*** Opening SOURCE DATA ***

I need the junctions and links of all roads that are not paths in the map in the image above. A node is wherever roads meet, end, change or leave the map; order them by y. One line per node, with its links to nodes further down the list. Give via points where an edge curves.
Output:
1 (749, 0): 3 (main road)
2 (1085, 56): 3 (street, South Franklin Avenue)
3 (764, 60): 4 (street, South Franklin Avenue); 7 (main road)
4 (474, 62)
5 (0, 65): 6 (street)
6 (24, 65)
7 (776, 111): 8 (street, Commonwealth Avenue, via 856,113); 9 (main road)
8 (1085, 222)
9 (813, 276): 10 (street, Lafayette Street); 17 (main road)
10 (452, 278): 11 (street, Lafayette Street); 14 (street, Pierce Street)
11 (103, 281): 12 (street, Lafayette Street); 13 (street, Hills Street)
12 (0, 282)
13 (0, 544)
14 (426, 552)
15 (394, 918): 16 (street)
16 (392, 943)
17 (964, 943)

*** Closing SOURCE DATA ***

WORK REQUIRED: Exactly as written, give the records again.

FINAL ANSWER:
I need the junctions and links of all roads that are not paths in the map in the image above. A node is wherever roads meet, end, change or leave the map; order them by y. One line per node, with its links to nodes further down the list. Give via points where an edge curves.
Output:
1 (749, 0): 3 (main road)
2 (1085, 56): 3 (street, South Franklin Avenue)
3 (764, 60): 4 (street, South Franklin Avenue); 7 (main road)
4 (474, 62)
5 (0, 65): 6 (street)
6 (24, 65)
7 (776, 111): 8 (street, Commonwealth Avenue, via 856,113); 9 (main road)
8 (1085, 222)
9 (813, 276): 10 (street, Lafayette Street); 17 (main road)
10 (452, 278): 11 (street, Lafayette Street); 14 (street, Pierce Street)
11 (103, 281): 12 (street, Lafayette Street); 13 (street, Hills Street)
12 (0, 282)
13 (0, 544)
14 (426, 552)
15 (394, 918): 16 (street)
16 (392, 943)
17 (964, 943)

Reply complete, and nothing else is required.